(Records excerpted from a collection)

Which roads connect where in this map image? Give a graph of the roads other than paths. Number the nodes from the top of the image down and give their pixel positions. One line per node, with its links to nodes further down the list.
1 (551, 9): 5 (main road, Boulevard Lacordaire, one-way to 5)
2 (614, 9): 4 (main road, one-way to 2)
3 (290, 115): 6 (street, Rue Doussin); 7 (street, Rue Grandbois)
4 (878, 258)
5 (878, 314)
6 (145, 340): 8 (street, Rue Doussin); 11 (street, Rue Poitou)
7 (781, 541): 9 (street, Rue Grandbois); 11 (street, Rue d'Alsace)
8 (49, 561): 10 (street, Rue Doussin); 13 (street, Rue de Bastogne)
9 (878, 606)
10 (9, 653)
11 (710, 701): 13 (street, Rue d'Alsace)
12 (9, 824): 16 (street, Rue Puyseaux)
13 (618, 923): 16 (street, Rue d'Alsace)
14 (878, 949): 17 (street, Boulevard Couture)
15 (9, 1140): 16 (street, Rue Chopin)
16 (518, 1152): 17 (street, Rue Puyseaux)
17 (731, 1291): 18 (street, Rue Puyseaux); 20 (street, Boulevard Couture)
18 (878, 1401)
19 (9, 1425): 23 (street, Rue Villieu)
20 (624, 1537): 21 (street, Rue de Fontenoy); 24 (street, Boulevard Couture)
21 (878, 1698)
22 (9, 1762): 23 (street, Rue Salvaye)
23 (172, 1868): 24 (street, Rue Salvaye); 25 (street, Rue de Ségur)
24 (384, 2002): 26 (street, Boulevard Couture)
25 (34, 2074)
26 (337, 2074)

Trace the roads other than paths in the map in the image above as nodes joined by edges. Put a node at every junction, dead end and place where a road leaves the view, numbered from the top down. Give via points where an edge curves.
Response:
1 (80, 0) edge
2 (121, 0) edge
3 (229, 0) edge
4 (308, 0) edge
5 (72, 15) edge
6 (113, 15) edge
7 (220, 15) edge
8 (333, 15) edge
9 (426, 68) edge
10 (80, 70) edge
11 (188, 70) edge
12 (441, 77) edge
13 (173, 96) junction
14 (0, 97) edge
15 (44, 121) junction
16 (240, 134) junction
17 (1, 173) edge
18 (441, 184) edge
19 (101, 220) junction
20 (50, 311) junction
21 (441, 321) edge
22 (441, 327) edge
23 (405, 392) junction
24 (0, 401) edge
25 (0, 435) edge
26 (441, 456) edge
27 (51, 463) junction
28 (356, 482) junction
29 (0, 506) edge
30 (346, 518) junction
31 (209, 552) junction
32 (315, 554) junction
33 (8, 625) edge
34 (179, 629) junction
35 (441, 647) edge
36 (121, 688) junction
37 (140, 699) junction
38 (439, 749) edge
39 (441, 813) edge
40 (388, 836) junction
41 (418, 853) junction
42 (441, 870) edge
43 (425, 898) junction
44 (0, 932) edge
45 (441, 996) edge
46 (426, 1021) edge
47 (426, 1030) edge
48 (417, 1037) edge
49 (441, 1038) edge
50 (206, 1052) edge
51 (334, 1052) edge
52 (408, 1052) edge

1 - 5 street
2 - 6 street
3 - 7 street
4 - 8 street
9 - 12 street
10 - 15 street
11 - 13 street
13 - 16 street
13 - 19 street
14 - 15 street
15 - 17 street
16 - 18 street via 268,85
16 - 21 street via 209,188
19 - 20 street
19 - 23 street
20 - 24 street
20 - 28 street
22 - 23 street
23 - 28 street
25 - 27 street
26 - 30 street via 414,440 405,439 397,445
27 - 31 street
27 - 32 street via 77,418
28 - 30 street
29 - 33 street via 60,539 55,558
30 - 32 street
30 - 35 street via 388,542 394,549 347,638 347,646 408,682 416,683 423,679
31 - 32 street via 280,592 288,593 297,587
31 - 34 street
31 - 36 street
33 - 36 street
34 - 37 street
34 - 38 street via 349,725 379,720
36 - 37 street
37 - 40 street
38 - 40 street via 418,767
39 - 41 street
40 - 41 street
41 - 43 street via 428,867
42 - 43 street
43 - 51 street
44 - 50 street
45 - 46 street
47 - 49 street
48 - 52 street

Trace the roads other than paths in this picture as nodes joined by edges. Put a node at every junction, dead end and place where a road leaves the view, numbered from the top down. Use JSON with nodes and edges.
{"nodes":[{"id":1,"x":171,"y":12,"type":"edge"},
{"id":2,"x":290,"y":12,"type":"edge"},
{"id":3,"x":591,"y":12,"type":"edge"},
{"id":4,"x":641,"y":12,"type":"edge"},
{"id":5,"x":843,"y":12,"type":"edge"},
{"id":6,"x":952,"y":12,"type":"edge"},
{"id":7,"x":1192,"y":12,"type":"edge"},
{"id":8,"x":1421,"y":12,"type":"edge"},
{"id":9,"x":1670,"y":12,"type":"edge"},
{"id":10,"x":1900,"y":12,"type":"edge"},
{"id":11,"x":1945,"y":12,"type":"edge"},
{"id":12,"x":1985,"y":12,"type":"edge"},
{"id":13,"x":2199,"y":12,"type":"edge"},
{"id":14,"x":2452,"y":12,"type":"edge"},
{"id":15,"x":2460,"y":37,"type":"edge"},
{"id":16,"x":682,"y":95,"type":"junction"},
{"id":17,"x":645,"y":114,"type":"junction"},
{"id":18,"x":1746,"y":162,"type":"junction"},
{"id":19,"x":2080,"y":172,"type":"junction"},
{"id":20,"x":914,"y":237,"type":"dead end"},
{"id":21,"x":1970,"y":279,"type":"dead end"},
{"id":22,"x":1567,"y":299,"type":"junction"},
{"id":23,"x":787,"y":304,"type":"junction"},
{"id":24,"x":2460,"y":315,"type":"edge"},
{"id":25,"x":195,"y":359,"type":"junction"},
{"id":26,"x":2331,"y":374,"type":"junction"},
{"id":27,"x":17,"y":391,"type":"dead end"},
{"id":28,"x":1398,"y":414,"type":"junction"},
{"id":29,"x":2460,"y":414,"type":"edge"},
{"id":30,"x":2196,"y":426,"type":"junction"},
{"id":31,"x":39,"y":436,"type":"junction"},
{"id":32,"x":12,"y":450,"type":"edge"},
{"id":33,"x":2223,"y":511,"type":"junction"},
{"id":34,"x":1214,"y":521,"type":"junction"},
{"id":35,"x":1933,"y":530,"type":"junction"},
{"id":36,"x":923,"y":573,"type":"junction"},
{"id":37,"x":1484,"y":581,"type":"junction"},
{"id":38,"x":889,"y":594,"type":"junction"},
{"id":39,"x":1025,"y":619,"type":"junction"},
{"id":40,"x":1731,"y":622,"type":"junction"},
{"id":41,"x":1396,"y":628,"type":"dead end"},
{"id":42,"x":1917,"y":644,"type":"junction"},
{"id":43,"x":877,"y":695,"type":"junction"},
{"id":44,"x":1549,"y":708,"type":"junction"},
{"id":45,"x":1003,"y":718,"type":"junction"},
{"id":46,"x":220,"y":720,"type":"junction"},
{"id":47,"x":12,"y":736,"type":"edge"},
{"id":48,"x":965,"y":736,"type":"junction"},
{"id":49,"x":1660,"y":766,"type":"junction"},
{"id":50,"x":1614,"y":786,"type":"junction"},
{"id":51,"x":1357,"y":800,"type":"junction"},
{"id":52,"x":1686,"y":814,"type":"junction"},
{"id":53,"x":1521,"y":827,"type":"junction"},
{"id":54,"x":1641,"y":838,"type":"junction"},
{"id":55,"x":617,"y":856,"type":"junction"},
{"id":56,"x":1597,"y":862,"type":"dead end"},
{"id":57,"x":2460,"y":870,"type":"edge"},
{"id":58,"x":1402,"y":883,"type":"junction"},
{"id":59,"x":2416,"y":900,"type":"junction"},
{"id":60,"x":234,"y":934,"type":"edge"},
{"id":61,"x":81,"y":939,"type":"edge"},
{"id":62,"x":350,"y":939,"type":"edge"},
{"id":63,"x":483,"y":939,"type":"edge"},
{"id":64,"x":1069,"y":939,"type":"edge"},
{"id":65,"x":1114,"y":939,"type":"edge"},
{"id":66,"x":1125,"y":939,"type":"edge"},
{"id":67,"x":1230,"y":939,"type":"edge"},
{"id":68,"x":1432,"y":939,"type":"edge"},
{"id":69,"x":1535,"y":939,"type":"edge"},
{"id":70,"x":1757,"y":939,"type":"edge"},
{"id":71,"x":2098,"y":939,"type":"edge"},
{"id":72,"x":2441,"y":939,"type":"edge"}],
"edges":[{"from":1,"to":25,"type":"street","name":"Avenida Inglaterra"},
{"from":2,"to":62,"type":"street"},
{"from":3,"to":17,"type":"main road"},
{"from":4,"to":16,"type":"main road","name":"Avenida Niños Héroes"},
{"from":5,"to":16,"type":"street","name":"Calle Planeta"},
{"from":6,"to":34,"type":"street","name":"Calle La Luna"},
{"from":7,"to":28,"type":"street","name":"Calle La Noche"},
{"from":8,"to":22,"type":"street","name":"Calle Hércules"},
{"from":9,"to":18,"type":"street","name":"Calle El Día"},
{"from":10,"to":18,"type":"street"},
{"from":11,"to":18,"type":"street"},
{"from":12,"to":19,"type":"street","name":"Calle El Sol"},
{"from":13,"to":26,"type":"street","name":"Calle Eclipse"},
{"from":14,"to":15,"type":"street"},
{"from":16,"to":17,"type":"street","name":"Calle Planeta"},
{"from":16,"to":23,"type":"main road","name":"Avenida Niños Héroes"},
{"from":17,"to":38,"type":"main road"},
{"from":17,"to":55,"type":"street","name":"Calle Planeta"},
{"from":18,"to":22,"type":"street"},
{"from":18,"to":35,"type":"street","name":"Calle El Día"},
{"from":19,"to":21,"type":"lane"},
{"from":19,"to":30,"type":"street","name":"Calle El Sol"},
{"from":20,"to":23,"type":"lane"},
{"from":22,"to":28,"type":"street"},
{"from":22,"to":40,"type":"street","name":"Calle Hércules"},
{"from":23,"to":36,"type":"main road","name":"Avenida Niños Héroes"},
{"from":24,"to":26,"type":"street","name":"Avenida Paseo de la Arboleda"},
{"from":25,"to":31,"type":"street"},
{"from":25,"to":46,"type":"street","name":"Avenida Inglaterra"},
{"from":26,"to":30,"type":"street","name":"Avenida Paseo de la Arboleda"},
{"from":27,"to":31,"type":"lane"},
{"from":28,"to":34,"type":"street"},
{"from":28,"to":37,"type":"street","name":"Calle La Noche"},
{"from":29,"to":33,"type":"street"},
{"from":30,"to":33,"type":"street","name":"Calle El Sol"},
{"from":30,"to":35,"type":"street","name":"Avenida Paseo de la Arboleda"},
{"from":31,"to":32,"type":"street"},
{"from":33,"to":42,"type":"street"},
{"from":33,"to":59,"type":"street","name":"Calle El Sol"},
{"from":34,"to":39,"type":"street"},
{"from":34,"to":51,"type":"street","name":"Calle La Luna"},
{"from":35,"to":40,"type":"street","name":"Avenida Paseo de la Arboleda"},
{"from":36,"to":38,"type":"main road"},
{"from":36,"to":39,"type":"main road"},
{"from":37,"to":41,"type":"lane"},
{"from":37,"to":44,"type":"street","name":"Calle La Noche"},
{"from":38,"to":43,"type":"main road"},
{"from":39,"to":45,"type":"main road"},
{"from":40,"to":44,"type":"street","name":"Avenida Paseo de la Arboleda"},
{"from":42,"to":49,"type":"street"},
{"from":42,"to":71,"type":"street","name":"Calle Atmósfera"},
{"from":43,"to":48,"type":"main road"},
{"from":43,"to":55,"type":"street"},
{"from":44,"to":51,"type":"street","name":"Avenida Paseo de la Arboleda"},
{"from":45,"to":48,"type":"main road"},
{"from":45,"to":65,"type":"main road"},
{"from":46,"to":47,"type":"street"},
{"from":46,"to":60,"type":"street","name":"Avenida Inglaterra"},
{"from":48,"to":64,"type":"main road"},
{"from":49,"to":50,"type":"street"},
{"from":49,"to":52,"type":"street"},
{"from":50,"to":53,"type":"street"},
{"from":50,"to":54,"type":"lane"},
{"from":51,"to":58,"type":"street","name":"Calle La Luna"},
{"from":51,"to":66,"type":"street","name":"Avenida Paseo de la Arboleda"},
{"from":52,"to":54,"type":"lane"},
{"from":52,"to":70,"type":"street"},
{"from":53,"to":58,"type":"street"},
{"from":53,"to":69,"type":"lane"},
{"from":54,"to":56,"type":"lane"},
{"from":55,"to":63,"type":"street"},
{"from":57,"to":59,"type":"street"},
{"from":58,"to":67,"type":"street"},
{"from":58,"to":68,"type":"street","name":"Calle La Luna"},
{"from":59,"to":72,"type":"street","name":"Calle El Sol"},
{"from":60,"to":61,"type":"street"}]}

ACTIVITY
Where a line above includes "joined", copy that line.

ANSWER TO THIS TASK
Trace the roads other than paths in the map in the image above as nodes joined by edges. Put a node at every junction, dead end and place where a road leaves the view, numbered from the top down. Give via points where an edge curves.
Trace the roads other than paths in this picture as nodes joined by edges. Put a node at every junction, dead end and place where a road leaves the view, numbered from the top down. Use JSON with nodes and edges.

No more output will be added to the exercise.